Government

Showing posts with label Government. Show all posts
Showing posts with label Government. Show all posts

Tuesday, 1 July 2014

World of Industrial Distribution changing with B2B Revolutions


Using distributors as an alternative to selling direct is very far from being a soft option, though it may be inevitable. Here we consider the manufacturer distributor relationship and look at its three commonest problems.

Industrial distribution has grown apace over the last 30 years. It has been driven by pressures of ever increasing selling costs and the demands from users for rapid service. Industrial companies which previously managed their own direct salesforces are having to learn how to pick distributors; and they are finding out the difficulties of training and guiding distributors' selling efforts. The skills which the industrial marketer needs today are not those of motivating reps to seek inquiries and stimulate sales but in pulling the demand through the distributor chain.

The term "distributor" is used loosely to cover a wide range of middlemen.
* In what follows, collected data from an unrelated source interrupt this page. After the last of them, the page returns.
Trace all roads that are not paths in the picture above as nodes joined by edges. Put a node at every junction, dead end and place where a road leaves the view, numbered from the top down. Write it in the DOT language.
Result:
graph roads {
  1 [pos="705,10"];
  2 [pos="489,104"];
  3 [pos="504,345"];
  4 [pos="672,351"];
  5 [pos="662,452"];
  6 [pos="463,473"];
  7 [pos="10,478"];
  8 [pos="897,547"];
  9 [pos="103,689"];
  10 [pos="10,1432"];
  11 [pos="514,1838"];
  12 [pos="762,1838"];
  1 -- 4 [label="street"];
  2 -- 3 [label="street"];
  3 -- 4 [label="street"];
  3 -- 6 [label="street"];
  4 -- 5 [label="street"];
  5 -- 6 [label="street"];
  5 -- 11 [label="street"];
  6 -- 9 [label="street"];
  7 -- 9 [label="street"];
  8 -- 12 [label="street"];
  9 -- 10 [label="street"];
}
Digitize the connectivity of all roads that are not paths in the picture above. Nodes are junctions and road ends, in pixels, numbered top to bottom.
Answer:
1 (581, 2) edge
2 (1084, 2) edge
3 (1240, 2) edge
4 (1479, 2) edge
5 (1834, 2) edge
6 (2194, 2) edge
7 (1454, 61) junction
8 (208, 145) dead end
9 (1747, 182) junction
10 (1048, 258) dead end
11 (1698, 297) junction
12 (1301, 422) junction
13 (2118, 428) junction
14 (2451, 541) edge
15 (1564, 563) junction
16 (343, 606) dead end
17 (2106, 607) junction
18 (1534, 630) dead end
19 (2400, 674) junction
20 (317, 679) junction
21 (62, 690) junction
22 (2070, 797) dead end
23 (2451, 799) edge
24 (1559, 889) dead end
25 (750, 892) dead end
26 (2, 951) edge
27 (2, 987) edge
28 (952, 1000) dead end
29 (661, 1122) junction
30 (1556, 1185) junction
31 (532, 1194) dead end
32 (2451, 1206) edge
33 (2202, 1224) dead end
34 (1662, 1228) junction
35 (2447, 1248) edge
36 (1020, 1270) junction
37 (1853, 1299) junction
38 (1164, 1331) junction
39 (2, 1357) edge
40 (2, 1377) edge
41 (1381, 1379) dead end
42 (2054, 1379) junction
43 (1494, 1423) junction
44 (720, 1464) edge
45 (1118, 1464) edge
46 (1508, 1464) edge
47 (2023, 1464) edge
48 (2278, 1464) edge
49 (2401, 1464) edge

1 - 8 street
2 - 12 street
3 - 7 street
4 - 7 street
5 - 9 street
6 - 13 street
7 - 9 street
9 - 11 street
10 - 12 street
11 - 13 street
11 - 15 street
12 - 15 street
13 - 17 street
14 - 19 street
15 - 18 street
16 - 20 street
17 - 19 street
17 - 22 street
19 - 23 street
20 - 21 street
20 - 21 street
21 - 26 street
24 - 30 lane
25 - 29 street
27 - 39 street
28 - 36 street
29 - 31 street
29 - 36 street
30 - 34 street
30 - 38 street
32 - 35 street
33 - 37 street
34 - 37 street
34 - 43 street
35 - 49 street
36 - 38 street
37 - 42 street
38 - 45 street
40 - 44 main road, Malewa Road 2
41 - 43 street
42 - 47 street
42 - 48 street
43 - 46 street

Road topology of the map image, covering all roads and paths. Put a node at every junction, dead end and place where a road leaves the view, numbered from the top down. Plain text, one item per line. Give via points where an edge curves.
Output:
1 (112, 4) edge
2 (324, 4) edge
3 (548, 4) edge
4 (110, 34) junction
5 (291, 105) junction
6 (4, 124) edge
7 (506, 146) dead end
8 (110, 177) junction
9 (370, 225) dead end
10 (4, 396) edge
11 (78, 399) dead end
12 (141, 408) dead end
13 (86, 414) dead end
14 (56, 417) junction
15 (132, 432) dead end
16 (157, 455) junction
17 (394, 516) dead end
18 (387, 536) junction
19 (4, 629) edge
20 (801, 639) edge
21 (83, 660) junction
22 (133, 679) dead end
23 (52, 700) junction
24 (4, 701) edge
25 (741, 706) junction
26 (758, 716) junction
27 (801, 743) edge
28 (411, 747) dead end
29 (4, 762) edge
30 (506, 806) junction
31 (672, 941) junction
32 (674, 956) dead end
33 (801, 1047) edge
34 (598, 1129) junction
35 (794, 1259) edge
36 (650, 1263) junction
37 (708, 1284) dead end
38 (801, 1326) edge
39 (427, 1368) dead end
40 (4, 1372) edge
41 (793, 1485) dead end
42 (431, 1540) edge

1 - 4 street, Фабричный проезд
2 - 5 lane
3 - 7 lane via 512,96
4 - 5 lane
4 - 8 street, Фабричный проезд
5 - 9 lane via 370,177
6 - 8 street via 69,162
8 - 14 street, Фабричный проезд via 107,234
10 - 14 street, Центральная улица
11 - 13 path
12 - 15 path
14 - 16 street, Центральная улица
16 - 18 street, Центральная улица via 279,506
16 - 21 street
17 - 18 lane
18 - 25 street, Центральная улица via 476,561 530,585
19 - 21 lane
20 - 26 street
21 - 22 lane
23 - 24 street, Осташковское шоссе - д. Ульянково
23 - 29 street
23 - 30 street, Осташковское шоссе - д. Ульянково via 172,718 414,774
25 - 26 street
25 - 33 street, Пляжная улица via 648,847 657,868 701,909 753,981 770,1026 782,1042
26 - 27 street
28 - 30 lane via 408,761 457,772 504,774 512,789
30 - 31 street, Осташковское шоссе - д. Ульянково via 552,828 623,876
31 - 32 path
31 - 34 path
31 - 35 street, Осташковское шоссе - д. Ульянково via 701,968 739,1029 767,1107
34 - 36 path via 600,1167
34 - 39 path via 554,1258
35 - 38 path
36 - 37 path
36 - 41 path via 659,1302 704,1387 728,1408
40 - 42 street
In its strictest sense a distributor should:
  1. Purchase goods from his supplier for stock;
  2. Actively promote and sell this stock to users;
  3. Provide advice and service as appropriate for the product he sells;
  4. Invoice and collect money from his customers.

Usually a distributor is appointed by a manufacturer and may well operate a franchise for just one type of product. Kango hammer distributors could not sell Hilti or Bosch hammers but there is nothing to stop them selling a whole range of compressors and air tools which make a sympathetic product line up. Thus a distributor is very different to a wholly owned company depot, as independence allows it to stock a range of different products to suit customers' demands.

Mostly distributors are not formally appointed and sell whatever brands they like. Electrical wholesalers usually sell three or four brands of cable, and their allegiance to their supplier may stop with the price. The purist distinguishes between this wholesaling activity and the appointed distributor. From the manufacturer's point of view, selling trucks through distributors or lubricants via engineers' merchants pose similar problems of pulling demand through a sales outlet which they do not own.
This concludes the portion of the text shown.